Detection of Epidermal Growth Factor Receptor Mutations in Lung Adenocarcinoma: Comparing Cobas 4800 EGFR Assay With Sanger Bidirectional Sequencing

Adequacy of cytology and small biopsy samples obtained with rapid onsite evaluation (ROSE) for predictive biomarker testing in non-small cell lung cancer

Complete biomarker workup of non-small cell lung cancer (NSCLC) specimens is essential for appropriate and timely clinical management decisions. This can be challenging to achieve from small cytology and histology specimens, with increasing numbers of molecular and immunohistochemical biomarkers required. We conducted a 5 year retrospective audit of cases at our institution to assess the diagnostic and biomarker testing adequacy rates, particularly those specimens obtained with rapid onsite evaluation (ROSE), performed by a cytopathologist and a cytology scientist or pathology trainee, including all endobronchial ultrasound guided transbronchial needle aspirations (EBUS-TBNA), CT guided lung fine needle aspirations (FNA) and CT guided lung core biopsies.
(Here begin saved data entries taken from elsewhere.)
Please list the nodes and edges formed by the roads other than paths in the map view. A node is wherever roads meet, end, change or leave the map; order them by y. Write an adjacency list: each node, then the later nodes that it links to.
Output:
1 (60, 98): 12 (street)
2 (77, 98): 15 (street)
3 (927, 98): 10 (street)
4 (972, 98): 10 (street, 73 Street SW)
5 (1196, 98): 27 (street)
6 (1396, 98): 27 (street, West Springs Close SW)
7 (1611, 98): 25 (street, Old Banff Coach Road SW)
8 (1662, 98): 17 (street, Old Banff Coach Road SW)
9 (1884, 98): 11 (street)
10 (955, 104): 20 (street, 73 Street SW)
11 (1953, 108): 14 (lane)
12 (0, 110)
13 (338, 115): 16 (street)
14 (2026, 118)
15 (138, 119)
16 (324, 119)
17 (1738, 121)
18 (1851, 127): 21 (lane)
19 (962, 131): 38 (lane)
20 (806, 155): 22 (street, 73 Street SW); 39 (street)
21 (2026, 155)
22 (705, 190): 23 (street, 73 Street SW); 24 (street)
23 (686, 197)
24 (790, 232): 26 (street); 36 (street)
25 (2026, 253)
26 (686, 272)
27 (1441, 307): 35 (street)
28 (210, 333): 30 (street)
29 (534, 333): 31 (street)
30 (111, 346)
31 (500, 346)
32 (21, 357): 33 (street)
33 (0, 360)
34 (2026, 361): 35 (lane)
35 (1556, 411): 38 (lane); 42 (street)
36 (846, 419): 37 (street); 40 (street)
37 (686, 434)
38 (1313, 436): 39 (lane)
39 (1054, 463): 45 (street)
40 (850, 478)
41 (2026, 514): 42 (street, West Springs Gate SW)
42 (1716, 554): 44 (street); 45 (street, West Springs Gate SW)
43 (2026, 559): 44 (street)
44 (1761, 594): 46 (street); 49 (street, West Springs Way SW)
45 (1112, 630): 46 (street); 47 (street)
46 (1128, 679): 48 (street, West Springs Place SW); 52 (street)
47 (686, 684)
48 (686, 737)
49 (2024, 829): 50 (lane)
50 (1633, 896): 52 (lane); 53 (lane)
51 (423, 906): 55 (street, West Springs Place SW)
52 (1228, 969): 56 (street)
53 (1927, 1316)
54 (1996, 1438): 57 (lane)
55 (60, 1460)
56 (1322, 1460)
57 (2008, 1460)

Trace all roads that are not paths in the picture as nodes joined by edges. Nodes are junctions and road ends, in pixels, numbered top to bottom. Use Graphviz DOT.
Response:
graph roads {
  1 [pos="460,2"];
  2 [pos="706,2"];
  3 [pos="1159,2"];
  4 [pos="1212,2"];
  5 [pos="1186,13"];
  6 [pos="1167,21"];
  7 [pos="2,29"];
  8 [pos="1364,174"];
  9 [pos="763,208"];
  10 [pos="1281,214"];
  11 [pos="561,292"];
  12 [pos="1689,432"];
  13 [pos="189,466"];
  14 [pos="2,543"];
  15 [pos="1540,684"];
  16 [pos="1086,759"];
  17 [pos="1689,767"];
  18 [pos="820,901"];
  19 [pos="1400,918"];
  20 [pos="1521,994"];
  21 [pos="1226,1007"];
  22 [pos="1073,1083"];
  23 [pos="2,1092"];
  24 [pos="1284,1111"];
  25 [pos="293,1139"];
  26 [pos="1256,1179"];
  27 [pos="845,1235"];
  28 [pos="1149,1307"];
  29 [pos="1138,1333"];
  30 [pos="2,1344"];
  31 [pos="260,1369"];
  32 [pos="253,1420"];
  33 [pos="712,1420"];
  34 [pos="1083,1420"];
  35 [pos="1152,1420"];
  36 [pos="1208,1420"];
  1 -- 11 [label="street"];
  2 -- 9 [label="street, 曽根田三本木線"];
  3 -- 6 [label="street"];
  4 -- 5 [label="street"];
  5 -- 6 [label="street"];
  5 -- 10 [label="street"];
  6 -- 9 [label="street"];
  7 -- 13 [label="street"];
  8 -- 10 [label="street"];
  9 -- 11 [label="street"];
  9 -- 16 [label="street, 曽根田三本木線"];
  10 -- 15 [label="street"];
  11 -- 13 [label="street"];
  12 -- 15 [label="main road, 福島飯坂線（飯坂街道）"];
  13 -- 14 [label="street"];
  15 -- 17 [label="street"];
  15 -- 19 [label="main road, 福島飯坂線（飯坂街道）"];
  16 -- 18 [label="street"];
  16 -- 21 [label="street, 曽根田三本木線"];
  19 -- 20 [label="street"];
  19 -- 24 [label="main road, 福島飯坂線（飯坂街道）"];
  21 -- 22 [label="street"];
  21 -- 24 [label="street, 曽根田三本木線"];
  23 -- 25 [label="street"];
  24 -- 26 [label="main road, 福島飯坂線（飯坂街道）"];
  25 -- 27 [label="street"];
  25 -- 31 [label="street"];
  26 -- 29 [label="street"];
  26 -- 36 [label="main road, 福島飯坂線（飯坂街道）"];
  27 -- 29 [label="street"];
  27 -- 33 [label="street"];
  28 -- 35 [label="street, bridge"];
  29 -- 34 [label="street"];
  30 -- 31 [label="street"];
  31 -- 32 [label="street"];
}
A total of 5,354 cases were identified, of which 92.2% had sufficient material for diagnosis. Of the 1506 cases identified with a recorded diagnosis of lung adenocarcinoma or NSCLC, not otherwise specified, 1001 (66.5%) had biomarker testing requested. Sufficient material was available in 89.5% of cases for a complete biomarker workup which included EGFR and KRAS mutational testing (all cases), ALK, ROS1 and PD-L1 immunohistochemistry (all cases), and ALK and ROS1 FISH (as required). For EGFR and KRAS mutational testing across both cytology and histology specimens, 99% of cases were sufficient. Of the samples in which a complete biomarker workup was unable to be performed, approximately half were only insufficient due to inadequate numbers of tumour cells for PD-L1 immunohistochemistry. Excluding PD-L1 IHC, 952 (95.1%) of samples obtained with ROSE were sufficient for the remainder of the testing requirements. Next generation sequencing using a 33 gene custom AmpliSeq panel was achieved in up to 72% of cases. In conclusion, small cytology and histology specimens obtained with ROSE are suitable for predictive biomarker testing in NSCLC, although attention needs to be paid to obtaining sufficient cells (>100) for PD-L1 immunohistochemistry.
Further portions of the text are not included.